According to a notice of Karachi Stock Exchange (KSE) on Wednesday, KESC’s revenue jumped to Rs 26.275 billion in the period under review compared to Rs 22.537 billion for the same period a year ago.
Operating losses rose to Rs 5.208 billion during the half year ended on December 31 over Rs 4.928 billion in the same period of previous year whereas expenditures (purchase of electricity along with consumption of fuel and oil) also jumped to Rs 34.527 billion from Rs 30.089 billion in the same period of last year.
Earnings per share of the company also moved up to Rs 0.48 from Rs 0.43 in the previous year.

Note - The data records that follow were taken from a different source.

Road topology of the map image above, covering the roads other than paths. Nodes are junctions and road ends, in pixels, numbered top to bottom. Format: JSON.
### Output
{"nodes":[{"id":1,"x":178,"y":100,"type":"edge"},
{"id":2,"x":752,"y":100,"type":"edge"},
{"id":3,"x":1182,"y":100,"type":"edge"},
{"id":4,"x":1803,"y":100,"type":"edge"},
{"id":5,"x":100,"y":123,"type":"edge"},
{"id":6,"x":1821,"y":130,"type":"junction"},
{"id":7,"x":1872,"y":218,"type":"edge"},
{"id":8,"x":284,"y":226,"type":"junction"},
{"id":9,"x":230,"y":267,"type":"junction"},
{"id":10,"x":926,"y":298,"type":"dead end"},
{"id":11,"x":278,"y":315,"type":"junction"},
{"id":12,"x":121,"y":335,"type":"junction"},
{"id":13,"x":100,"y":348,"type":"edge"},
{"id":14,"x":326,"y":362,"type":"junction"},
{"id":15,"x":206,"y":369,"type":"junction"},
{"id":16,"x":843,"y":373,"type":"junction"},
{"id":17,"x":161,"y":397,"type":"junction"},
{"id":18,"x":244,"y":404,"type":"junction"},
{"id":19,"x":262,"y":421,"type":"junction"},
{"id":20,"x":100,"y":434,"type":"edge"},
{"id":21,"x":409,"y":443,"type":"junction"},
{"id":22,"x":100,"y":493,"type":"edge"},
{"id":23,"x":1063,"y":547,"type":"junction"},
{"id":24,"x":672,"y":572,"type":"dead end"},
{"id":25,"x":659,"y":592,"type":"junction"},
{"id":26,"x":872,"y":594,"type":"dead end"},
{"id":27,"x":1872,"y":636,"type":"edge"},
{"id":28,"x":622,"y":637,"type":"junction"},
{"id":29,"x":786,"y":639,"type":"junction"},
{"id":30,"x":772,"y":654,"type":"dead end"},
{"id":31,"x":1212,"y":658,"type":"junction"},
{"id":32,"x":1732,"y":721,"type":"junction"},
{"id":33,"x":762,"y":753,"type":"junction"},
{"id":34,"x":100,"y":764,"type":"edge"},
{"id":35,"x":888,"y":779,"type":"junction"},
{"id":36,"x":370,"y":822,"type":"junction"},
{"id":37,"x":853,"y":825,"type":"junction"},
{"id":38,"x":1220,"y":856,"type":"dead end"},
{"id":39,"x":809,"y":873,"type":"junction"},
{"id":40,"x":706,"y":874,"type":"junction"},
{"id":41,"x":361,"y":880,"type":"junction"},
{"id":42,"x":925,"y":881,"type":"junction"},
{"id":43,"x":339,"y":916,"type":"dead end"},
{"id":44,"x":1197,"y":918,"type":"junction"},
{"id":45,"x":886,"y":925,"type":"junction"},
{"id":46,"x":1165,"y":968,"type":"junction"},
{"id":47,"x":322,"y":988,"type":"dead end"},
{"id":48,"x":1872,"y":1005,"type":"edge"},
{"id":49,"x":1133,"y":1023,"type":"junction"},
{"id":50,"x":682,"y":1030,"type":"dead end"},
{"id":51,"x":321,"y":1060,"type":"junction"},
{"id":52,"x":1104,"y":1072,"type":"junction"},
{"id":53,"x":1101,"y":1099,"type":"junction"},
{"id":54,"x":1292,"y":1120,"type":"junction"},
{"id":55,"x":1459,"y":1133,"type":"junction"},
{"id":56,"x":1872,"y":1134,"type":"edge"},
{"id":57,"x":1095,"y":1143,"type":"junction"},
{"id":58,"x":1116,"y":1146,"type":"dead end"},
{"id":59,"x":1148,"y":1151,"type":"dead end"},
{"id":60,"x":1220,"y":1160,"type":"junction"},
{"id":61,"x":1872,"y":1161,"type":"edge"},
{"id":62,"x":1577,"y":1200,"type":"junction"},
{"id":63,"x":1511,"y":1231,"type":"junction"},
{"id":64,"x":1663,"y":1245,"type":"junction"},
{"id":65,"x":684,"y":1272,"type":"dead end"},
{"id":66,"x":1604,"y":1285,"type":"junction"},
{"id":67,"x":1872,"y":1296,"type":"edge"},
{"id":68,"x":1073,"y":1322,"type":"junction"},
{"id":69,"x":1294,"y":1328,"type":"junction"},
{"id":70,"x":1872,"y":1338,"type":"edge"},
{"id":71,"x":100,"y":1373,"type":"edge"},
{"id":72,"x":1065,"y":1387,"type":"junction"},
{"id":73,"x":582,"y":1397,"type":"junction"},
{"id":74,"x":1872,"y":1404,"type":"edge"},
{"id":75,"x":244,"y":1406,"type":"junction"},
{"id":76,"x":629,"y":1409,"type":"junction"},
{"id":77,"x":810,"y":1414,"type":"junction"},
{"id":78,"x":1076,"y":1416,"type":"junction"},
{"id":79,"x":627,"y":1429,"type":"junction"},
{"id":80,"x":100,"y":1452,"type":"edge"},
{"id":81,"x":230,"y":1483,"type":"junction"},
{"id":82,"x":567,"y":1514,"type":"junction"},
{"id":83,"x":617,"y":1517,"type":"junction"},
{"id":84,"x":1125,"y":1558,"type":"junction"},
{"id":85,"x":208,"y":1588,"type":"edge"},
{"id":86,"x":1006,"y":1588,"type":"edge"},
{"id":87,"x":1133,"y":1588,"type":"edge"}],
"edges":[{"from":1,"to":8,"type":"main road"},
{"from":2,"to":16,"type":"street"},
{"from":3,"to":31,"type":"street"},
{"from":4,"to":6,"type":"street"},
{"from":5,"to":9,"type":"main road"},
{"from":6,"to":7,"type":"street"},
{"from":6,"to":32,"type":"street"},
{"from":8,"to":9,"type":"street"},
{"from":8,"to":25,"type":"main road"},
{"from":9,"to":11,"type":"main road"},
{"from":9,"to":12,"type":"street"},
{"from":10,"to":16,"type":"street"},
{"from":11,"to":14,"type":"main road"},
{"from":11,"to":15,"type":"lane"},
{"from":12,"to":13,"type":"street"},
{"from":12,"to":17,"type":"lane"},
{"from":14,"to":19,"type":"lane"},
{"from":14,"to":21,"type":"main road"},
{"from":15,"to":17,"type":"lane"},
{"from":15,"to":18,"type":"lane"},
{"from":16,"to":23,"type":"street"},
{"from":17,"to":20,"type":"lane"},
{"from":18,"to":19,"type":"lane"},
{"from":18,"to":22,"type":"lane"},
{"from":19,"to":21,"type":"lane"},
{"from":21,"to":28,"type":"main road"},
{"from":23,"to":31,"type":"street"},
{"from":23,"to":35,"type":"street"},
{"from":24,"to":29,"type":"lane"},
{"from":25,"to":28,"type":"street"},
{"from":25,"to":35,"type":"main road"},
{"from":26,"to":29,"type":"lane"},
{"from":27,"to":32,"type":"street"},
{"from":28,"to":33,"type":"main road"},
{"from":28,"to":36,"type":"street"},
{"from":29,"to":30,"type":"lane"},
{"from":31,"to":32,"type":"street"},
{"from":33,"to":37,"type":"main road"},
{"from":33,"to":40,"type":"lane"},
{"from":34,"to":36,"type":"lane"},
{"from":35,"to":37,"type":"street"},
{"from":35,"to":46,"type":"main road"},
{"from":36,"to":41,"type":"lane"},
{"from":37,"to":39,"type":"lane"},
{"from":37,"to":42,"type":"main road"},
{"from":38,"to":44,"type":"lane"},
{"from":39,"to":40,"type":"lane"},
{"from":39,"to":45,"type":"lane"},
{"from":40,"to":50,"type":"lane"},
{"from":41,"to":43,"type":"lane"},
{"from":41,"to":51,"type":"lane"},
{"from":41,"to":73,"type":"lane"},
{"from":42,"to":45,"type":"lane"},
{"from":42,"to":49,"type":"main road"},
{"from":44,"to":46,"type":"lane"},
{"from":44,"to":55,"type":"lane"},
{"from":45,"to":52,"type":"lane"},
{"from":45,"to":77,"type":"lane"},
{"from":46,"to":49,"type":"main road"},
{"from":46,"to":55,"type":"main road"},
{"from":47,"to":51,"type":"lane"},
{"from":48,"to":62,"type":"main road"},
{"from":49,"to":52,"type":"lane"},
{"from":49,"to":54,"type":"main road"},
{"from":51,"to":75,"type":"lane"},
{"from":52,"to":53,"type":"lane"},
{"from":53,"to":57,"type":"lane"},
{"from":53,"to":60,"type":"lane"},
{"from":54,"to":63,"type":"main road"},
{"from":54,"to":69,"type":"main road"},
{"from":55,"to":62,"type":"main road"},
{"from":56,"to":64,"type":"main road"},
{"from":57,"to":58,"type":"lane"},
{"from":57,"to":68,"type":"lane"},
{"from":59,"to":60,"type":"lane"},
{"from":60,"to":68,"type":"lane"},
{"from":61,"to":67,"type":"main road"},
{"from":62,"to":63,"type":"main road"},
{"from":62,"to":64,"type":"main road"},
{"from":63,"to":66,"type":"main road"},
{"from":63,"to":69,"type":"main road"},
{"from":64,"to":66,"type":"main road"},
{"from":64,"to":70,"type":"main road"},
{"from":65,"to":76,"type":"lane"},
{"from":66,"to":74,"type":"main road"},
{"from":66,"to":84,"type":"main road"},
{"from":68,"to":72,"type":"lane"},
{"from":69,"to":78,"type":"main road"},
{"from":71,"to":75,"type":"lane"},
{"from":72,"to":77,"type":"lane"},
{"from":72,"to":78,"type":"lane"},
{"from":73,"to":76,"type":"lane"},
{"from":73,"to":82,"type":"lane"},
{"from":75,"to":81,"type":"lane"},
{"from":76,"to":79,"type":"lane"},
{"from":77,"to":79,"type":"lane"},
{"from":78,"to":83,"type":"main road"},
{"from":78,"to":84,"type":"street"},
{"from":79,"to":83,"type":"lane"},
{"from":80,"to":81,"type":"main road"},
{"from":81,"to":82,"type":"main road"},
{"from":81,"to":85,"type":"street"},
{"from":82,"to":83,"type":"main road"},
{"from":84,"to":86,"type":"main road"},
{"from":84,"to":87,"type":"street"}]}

Shell Pakistan: Shell Pakistan has posted Rs 1.689 billion in the half year ended on December 31, 2007, reflecting phenomenal increase of almost 330 percent over Rs 393 million in the same period of last year.
According to notice of KSE on Wednesday, company also declared an interim dividend of Rs 10 per ordinary share of Rs 10 each (100 percent).
The earnings per share of the company also rose to Rs 30.83 in the last six months of 2007 from Rs 7.19 in the corresponding period of previous year whereas the profit before tax jumped to Rs 2.342 billion compared to Rs 786 million in previous year.
The sales of the company moved up to Rs 69.583 billion in the period under review as compared to Rs 65.409 billion in the same period of last year.
Hubco: The board of directors of the Hub Power Company (Hubco) has announced interim dividend at Rs1.15 per share.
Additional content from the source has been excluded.